Is emotional pain important

Pain and sensation of pain

Pain is our only connection to reality.
Joseph Conrad


According to studies by American psychologists, the same center is activated in the brain for emotional or social pain as for physical pain: the "Anterior Cingulate Cortex"(ACC). This area is an alarm system that excites the brain when the body reports pain anywhere - and also when the emotion reports pain. The pain itself is of course different with a broken leg than with a broken heart, but brain activation goes the same way.

In an experiment, students - who were sitting in magnetic resonance machines - were allowed to play the computer game "Cyberball", in which three players throw balls at each other on the screen. The test subjects believed they were playing with other people, but a computer actually simulated the opponents. In a first phase, the test subjects were not allowed to play (ostensibly because of technical problems), then they were allowed to (phase II), but the computer was programmed in such a way that it soon stopped throwing them and only kept the two other "players" busy (Phase III), so that the subjects felt injured and excluded.

In phases I and III, the ACC's brains lit up brightly, but only in phase III - the socially and emotionally disgusting exclusion - did another brain center in the right prefrontal cortex shine, which directs the ACC excitement and searches for reactions, such as they are common with physical pain. Apparently, the social-emotional suffering was linked to the mechanism of the physical very early on, because a social connection was necessary for survival. If the ACC is destroyed in hamster mothers, they no longer take care of their young, young monkeys with a destroyed ACC do not cry out for their missing mothers.
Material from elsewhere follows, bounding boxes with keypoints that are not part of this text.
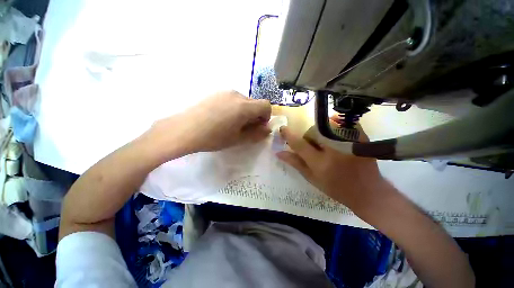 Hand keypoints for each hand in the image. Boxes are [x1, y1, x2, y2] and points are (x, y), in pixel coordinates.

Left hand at [148, 91, 271, 155]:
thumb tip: (267, 129)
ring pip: (243, 101)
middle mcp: (237, 94)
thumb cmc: (214, 137)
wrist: (184, 130)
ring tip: (231, 124)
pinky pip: (232, 99)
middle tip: (244, 128)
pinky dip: (234, 108)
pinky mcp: (215, 92)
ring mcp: (225, 92)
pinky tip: (222, 118)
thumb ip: (256, 134)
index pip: (266, 105)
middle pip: (255, 103)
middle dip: (255, 115)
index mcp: (244, 106)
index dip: (266, 117)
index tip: (258, 127)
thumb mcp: (238, 139)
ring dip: (244, 112)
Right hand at [276, 125, 384, 209]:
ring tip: (326, 145)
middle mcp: (334, 149)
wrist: (367, 191)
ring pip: (324, 126)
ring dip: (319, 134)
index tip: (282, 129)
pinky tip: (335, 137)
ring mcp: (348, 141)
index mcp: (321, 163)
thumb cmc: (336, 188)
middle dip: (308, 138)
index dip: (289, 135)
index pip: (300, 144)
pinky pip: (339, 122)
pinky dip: (333, 126)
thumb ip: (295, 163)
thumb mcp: (312, 178)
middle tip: (313, 149)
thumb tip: (279, 152)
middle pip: (312, 132)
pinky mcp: (359, 136) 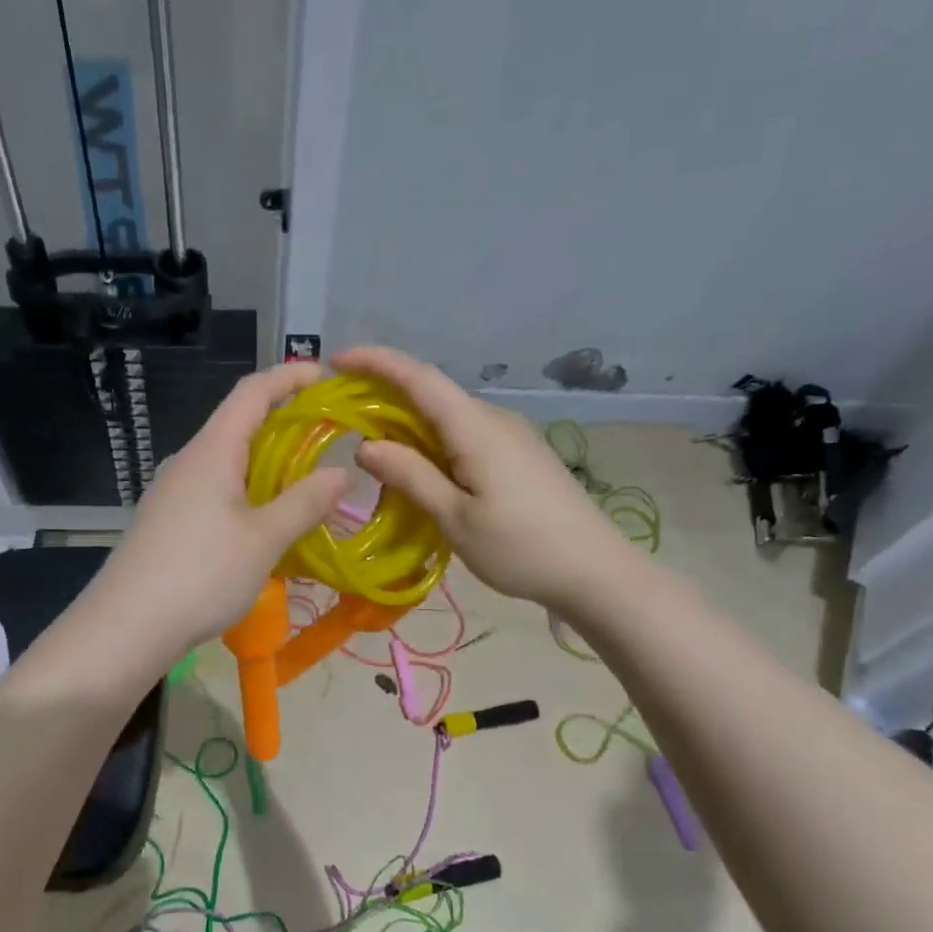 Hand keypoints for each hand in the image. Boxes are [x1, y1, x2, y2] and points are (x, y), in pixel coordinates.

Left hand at [89, 361, 348, 661]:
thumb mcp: (264, 540)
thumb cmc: (199, 575)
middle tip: (330, 436)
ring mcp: (172, 492)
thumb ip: (305, 502)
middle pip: (239, 423)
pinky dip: (248, 491)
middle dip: (285, 422)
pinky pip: (215, 489)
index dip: (289, 376)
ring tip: (306, 481)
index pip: (252, 391)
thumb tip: (343, 472)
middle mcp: (188, 461)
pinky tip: (266, 522)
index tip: (327, 376)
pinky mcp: (167, 521)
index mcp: (211, 450)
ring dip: (268, 462)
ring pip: (228, 461)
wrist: (124, 627)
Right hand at [335, 344, 632, 609]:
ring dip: (408, 423)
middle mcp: (493, 419)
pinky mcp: (519, 453)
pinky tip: (420, 468)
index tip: (335, 360)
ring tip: (373, 450)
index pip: (419, 378)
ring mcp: (510, 435)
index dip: (377, 362)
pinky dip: (432, 441)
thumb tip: (366, 446)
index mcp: (476, 428)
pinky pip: (464, 434)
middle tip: (341, 416)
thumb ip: (411, 477)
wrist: (596, 571)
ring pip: (447, 416)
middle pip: (431, 393)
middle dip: (384, 395)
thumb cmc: (522, 548)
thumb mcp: (456, 518) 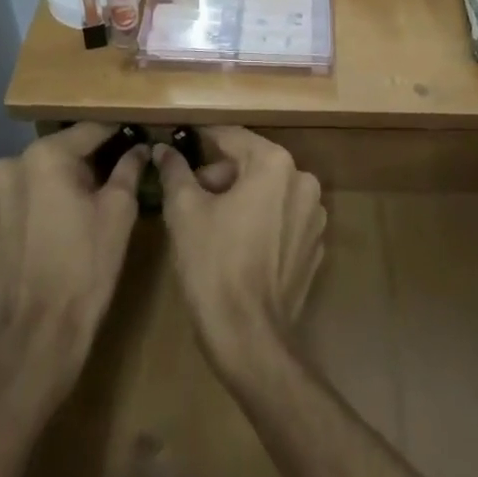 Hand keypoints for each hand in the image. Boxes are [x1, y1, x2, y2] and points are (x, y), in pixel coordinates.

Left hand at [0, 123, 146, 397]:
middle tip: (96, 192)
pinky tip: (31, 239)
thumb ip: (128, 169)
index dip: (114, 135)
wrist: (33, 340)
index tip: (130, 140)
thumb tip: (139, 147)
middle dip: (75, 168)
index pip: (89, 131)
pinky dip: (16, 215)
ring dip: (42, 190)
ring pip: (24, 181)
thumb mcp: (119, 214)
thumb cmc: (85, 269)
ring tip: (60, 220)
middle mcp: (5, 166)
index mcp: (45, 156)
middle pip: (53, 156)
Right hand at [153, 127, 325, 374]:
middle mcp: (303, 181)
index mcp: (275, 164)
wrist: (249, 338)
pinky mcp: (313, 246)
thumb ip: (175, 171)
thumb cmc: (214, 265)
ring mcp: (313, 216)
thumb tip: (163, 149)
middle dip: (220, 176)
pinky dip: (259, 222)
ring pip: (267, 191)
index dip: (202, 140)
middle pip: (252, 164)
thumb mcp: (184, 211)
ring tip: (210, 226)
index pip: (232, 138)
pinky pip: (281, 219)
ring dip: (240, 199)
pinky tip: (235, 248)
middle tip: (189, 198)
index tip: (180, 142)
It has therefore been known for a long time from animal experiments that the same neuronal and biochemical systems cause soul pain that also mediates physical pain, with the neurons involved in this process transmitting control signals Opioid receptors so that the body's own morphine is released to relieve physical pain. According to recent studies, the same is true of the social pain experience gene (OPRM1 gene), which also regulates physical pain, whereby a certain percentage of the population has a variant of this gene in which the base guanine is located at one point on the DNA strand section instead of the base adenine. The carriers of this gene variant react more sensitively to certain physical pain stimuli and also to social pain stimuli.

The perception of pain as a physical response to social crisis situations can presumably ensure that people feel their social ties maintained, whereby the social system has probably "borrowed" some mechanisms of physical pain perception in the course of evolution.

That people have painful experiences in their Pain memory save, makes biological sense, as it enables them to avoid painful experiences that can potentially be a threat to life and limb in the future. Some people very often talk about their pain experiences, for example with their doctor or therapist. Psychologists at the University of Jena (Richter et al., 2010) used functional magnetic resonance imaging to investigate how people's brains process words that are associated with the sensation of pain (such as "excruciating", "grueling", "plaguing"). In order to rule out that the reactions are based solely on the negative affect, the test subjects were played not only painful words but also other negative words such as "scary", "disgusting" or "disgusting". It was shown that not only painful experiences and associations that alarm the pain memory lead to activation, but verbal stimuli alone trigger activation. Negative words and neutral or positive words, on the other hand, did not activate these brain regions. Obviously, talking about pain increases the activity of the pain matrix in the brain, thus increasing the pain felt, so it is better not to talk about pain too often.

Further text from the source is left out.